The Authorship Question
Melissa Rohrer opened her talk with the exclamation: “For those of us who study William Shakespeare, there is one thing we are guaranteed to be asked at least once: is it true that Shakespeare didn’t really write those plays?”
In her presentation, “Shakespeare, Authorship, and Modern Conspiracy Theory,” Rohrer examined why some scholars, called anti-Stratfordians, are all convinced Shakespeare did not write the plays we attribute to him, even though Shakespearian scholars almost universally discredit this belief.
She explained that anti-Stratfordians believe Shakespeare could not have written may of his works because his education level was not high enough. How could a man with no knowledge of court and no extensive education write such complex, pith, and intellectual plays, they ask?
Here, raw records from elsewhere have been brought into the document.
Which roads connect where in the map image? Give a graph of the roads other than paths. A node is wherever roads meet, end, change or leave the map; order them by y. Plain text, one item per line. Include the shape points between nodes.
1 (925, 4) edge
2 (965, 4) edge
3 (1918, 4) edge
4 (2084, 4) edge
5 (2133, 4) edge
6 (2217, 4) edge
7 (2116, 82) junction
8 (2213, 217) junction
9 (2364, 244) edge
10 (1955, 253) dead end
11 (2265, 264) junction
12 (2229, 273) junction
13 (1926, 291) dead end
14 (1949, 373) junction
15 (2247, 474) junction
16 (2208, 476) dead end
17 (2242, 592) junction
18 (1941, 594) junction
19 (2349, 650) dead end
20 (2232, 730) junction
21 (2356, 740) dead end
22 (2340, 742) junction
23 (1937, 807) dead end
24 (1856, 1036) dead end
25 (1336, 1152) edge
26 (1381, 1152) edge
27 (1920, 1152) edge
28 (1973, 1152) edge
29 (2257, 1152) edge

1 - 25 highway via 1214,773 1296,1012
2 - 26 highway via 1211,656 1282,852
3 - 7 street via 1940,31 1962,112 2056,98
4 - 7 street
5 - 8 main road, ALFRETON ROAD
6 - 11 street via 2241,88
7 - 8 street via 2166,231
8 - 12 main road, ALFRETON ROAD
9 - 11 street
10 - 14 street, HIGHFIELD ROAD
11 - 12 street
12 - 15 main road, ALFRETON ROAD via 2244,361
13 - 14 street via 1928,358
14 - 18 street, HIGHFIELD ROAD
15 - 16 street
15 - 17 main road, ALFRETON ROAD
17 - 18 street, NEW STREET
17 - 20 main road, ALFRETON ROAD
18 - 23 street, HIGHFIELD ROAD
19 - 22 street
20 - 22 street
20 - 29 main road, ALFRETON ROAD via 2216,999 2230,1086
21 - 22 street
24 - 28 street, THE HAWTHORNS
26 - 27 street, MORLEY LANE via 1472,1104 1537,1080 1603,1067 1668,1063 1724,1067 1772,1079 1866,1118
These people guess Shakespeare must have really been Queen Elizabeth I, Sir Francis Bacon, or Sir Walter Raleigh. Rohrer discredits this notion because Shakespeare not only wrote collaboratively with other writers – a major difference between today’s definition of authorship and that of this time – but he had the necessary knowledge about the details of the theater that an elite member of court would not.
Anti-Stratfordians also discredit Shakespeare because his biographical information is absent in his plays, said Rohrer, whereas the gentleman Edward De Vere’s, another candidate for Shakespeare’s identity, lived a life that paralleled the character Hamlet’s almost too well. Rohrer pointed out that this theory relies on the misinformed belief that authors in Shakespeare’s time wrote biographically, like modern authors typically do.
Finally, many anti-Stratfordians say that Shakespeare couldn’t have had the extensive knowledge of cities and countries outside of England. They even speculate that the playwright Christopher Marlowe faked his own death, fled the country, and wrote from abroad. Shakespearean scholars, however, say that any playwright writing from abroad could never have achieved Shakespeare’s success without an intimate, day-by-day knowledge of the Elizabethan theater, actors, and audience reactions.
William Shakespeare makes the most sense as the author, concluded Rohrer – particularly when people accept that playhouses were first and foremost businesses. Anti-Stratfordians refuse to believe that a money-obsessed social climber like Shakespeare could write such amazing art, but this relies heavily on a modern, romanticized view of authorship, said Rohrer.
“To deny Shakespeare the playwright is to deny an important aspect of our reality,” Rohrer concluded. “If we believe that only an aristocrat or the highly educated could write such works of artistic greatness, than we are putting limits on human potential.”